The primary goal of this effort was to represent C structures as Python objects in order to set and get fields. To access the data structures remotely I implemented a special program that I am not going to cover here. The mapping should be automatic, and correct. The C header files exist already, it is not an option to change them. Also, some structures are marked to be packed using #pragma directives.

For example, I have the following C structure:

typedef struct atype_t {
    int i;
    char c;
    short s;

On 32-bit machines, it is assumed that an


has a length of 32 bits, a char 8 and a short 16 bits. However, these are just assumptions and will not hold in general. As most computers today have a word size of 64 bits these assumptions are false.

On the Python side I want to be able to use the following code:

atype = atype_t()
atype.i = 1
atype.c = 4
atype.s = 8
byteArray = atype.bytes()

For completeness, I also want to convert a given byte array into a Python structure object.

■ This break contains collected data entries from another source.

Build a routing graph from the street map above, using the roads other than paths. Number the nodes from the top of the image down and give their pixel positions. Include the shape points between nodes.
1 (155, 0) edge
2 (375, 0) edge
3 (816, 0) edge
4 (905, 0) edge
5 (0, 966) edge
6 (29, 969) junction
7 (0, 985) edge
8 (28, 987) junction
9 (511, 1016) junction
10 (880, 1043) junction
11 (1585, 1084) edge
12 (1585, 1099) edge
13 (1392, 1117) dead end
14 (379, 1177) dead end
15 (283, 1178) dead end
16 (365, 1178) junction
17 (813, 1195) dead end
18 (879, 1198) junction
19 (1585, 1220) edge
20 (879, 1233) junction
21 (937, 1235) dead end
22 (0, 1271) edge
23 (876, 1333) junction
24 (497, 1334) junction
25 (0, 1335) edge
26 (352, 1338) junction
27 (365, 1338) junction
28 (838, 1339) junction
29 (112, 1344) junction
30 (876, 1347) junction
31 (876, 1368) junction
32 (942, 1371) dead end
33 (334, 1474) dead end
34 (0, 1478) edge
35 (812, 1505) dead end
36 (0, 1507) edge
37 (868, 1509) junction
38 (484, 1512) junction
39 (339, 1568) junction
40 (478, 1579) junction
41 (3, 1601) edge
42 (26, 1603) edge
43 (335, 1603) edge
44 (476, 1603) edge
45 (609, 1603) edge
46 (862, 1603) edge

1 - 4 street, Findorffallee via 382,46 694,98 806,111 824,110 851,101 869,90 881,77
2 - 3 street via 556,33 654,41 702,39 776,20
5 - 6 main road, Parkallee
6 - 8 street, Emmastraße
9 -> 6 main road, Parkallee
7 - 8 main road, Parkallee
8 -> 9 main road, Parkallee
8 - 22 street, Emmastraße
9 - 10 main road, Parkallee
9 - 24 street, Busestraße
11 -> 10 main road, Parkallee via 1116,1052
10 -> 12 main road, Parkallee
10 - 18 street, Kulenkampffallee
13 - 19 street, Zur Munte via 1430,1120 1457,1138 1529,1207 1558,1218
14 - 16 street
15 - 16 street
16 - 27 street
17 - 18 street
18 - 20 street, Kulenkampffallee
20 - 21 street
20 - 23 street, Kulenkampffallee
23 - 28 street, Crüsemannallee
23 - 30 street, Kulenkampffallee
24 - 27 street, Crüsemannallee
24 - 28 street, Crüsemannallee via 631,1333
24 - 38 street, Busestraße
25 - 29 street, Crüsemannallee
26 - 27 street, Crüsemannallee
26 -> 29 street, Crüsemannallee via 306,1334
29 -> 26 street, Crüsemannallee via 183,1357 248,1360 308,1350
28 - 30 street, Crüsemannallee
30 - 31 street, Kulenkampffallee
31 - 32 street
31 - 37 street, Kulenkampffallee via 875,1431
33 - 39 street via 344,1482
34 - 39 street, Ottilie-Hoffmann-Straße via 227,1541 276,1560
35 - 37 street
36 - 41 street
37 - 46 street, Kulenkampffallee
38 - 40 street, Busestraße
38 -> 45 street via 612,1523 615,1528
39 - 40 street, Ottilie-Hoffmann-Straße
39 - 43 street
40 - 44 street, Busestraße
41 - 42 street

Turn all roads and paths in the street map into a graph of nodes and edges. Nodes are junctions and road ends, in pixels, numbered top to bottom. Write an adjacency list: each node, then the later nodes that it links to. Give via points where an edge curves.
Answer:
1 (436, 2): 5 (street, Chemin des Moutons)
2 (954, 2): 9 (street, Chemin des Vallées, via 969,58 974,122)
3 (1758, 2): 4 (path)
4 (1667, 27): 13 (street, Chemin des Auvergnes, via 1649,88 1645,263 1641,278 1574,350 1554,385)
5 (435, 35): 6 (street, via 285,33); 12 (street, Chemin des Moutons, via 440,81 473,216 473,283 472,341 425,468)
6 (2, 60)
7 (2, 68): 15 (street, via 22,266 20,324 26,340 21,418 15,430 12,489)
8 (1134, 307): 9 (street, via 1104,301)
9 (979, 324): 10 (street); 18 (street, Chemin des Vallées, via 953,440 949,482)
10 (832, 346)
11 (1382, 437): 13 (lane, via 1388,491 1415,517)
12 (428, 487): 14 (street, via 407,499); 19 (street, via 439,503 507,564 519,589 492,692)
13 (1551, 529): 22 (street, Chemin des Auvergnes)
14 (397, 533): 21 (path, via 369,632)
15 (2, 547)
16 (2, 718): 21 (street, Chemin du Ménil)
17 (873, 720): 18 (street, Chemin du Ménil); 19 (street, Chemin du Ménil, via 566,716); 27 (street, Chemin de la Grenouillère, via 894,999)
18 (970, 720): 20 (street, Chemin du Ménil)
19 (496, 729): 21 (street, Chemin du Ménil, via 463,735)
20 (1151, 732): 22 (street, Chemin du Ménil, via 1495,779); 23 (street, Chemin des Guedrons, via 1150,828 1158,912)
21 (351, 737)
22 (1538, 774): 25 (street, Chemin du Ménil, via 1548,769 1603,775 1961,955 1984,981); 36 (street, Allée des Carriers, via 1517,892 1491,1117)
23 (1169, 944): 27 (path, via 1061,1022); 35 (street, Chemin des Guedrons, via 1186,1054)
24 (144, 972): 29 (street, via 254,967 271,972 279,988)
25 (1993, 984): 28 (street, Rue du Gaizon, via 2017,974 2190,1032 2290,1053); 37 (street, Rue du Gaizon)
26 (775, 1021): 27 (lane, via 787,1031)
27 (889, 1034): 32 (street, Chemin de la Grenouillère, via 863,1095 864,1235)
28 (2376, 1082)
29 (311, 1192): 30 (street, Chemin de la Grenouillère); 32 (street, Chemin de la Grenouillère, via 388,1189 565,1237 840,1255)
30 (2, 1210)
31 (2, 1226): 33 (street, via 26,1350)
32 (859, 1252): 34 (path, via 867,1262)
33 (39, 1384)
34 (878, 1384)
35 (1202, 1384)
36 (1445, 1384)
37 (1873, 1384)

As this seems to be a common problem I evaluated different options to solve the problem.

Parsing C

The fist one was to parse the C header files for typedef/struct elements in order to extract the relevant information. However, parsing C is non-trivial as it requires first to run the C preprocessor. Only afterwards it is correct C code, which can be parsed by C parsers. For Python there exists pycparser which aims to provide a complete AST for C. While this approach works in theory, it has several drawbacks.

  • Information about #define's are lost.
  • Alignment on the target machine can only be guessed. It would be possible to implement an algorithm that generates an alignment for structures but there is no guarantee that the compiler produces the same alignment.
  • Overhead: I am only interested in the structures, not in the function AST.

Generate bindings

There exist several tools to generate bindings for C. However, all of them are targeted to be run on the same machine type, there is no option to set endianess, word size and alignment. An example is ctypes, many others are listed on the Python wiki.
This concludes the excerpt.